* **Work required**
Every record below should be repeated exactly, with the pictures left out.

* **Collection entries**
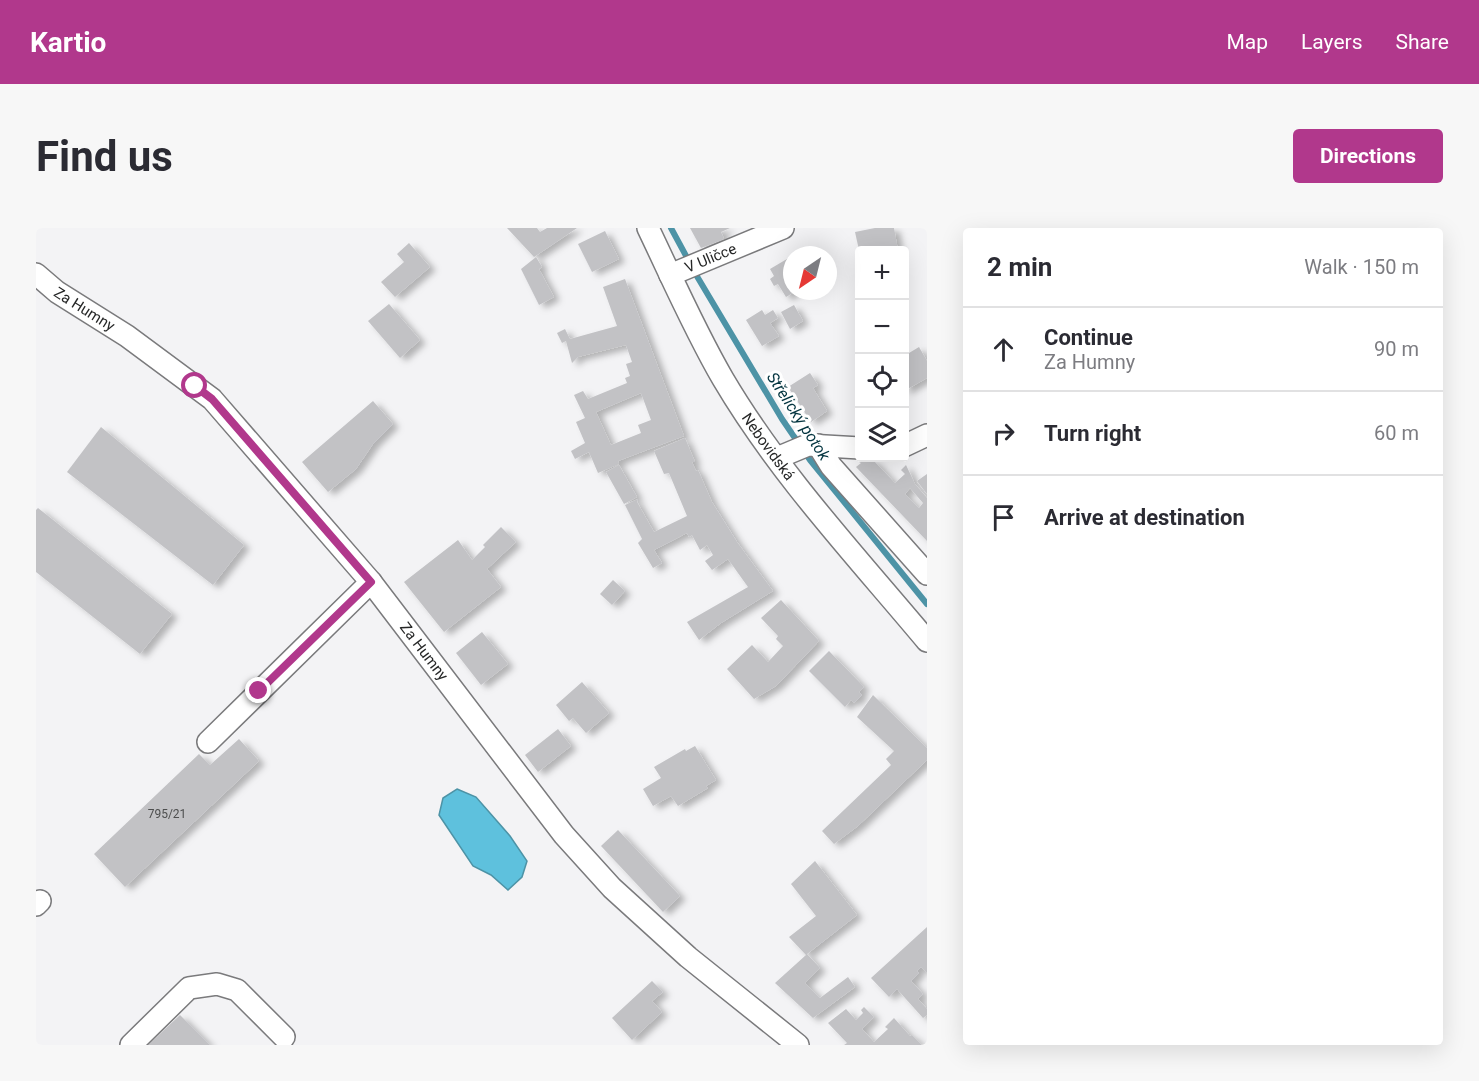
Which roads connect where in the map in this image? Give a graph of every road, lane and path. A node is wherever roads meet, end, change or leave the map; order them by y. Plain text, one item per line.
1 (648, 228) edge
2 (783, 228) edge
3 (36, 274) edge
4 (670, 275) junction
5 (927, 435) edge
6 (909, 444) edge
7 (855, 448) edge
8 (799, 450) junction
9 (927, 574) edge
10 (371, 582) junction
11 (927, 640) edge
12 (208, 742) dead end
13 (284, 1037) dead end
14 (131, 1045) edge
15 (798, 1045) edge

1 - 4 street, Nebovidská
2 - 4 street, V Uličce
3 - 10 street, Za Humny
4 - 8 street, Nebovidská
5 - 6 street
7 - 8 street
8 - 9 street, Nebovidská
8 - 11 street, Nebovidská
10 - 12 street
10 - 15 street, Za Humny
13 - 14 street

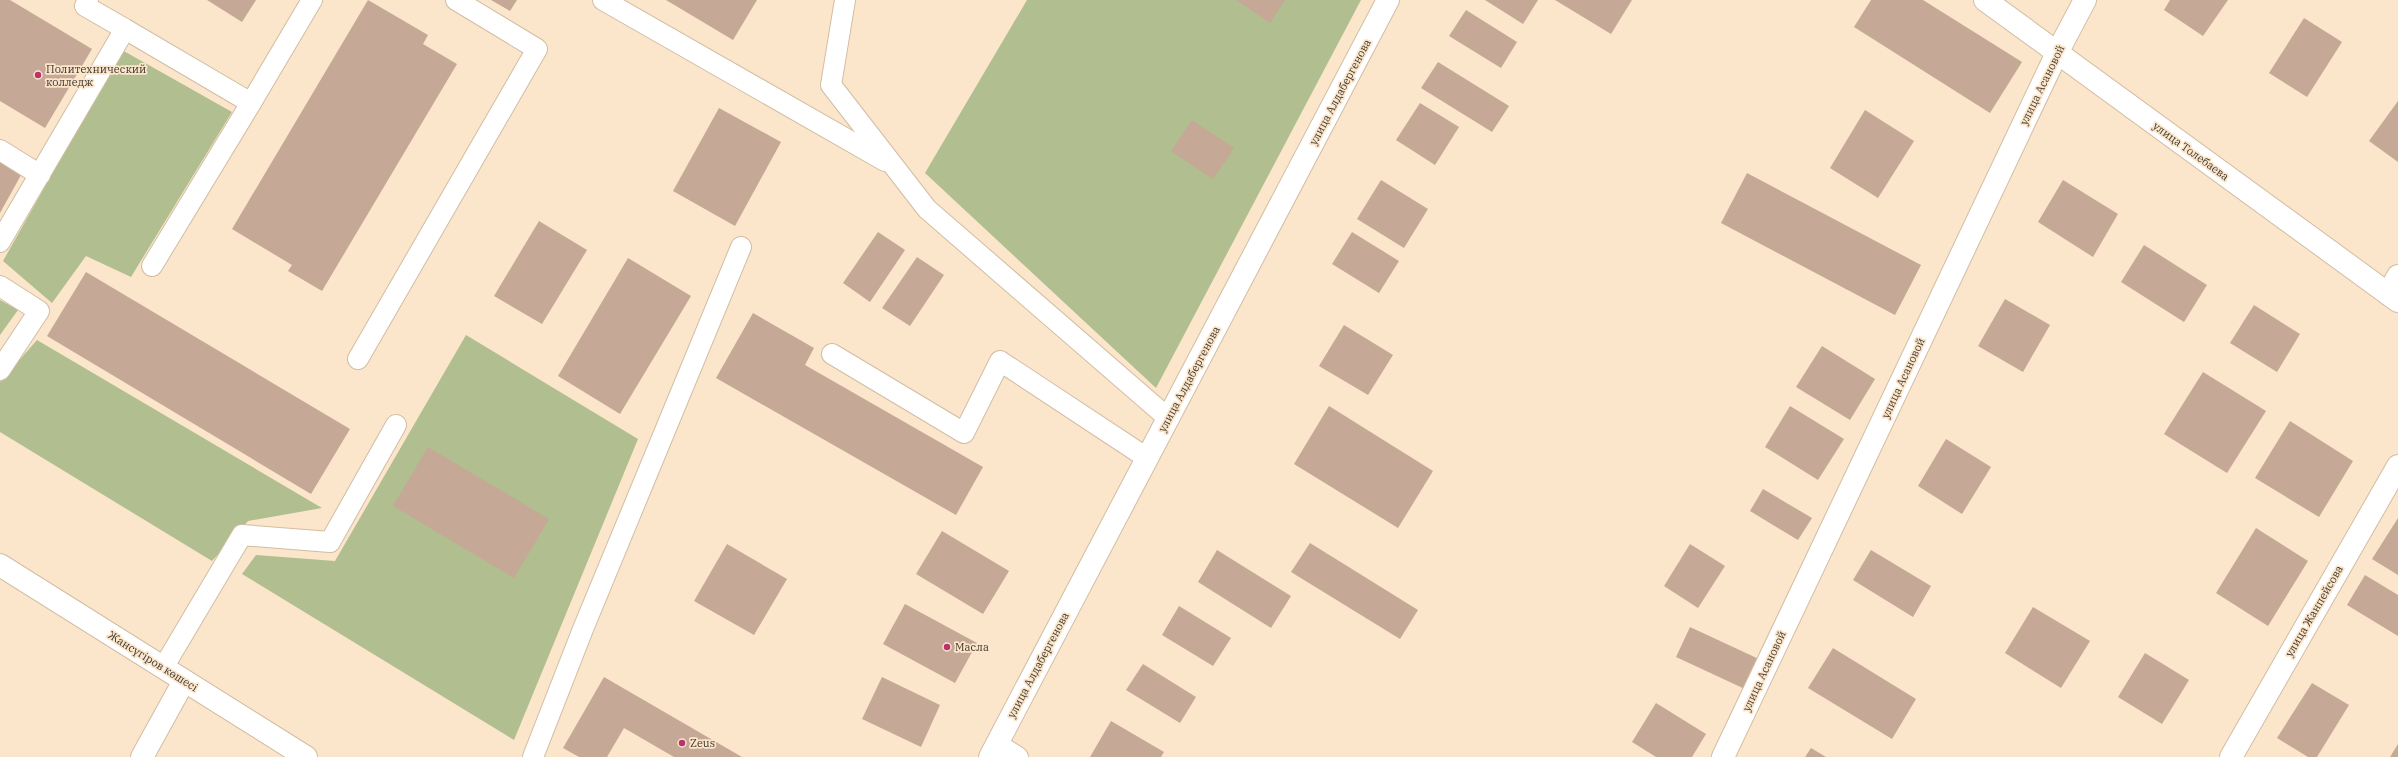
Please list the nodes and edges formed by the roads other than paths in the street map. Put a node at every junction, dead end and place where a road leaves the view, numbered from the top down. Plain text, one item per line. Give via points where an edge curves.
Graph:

* **Written reply**
Which roads connect where in the map in this image? Give a graph of every road, lane and path. A node is wherever roads meet, end, change or leave the map; order them by y. Plain text, one item per line.
1 (648, 228) edge
2 (783, 228) edge
3 (36, 274) edge
4 (670, 275) junction
5 (927, 435) edge
6 (909, 444) edge
7 (855, 448) edge
8 (799, 450) junction
9 (927, 574) edge
10 (371, 582) junction
11 (927, 640) edge
12 (208, 742) dead end
13 (284, 1037) dead end
14 (131, 1045) edge
15 (798, 1045) edge

1 - 4 street, Nebovidská
2 - 4 street, V Uličce
3 - 10 street, Za Humny
4 - 8 street, Nebovidská
5 - 6 street
7 - 8 street
8 - 9 street, Nebovidská
8 - 11 street, Nebovidská
10 - 12 street
10 - 15 street, Za Humny
13 - 14 street

Please list the nodes and edges formed by the roads other than paths in the street map. Put a node at every junction, dead end and place where a road leaves the view, numbered from the top down. Plain text, one item per line. Give via points where an edge curves.
Graph:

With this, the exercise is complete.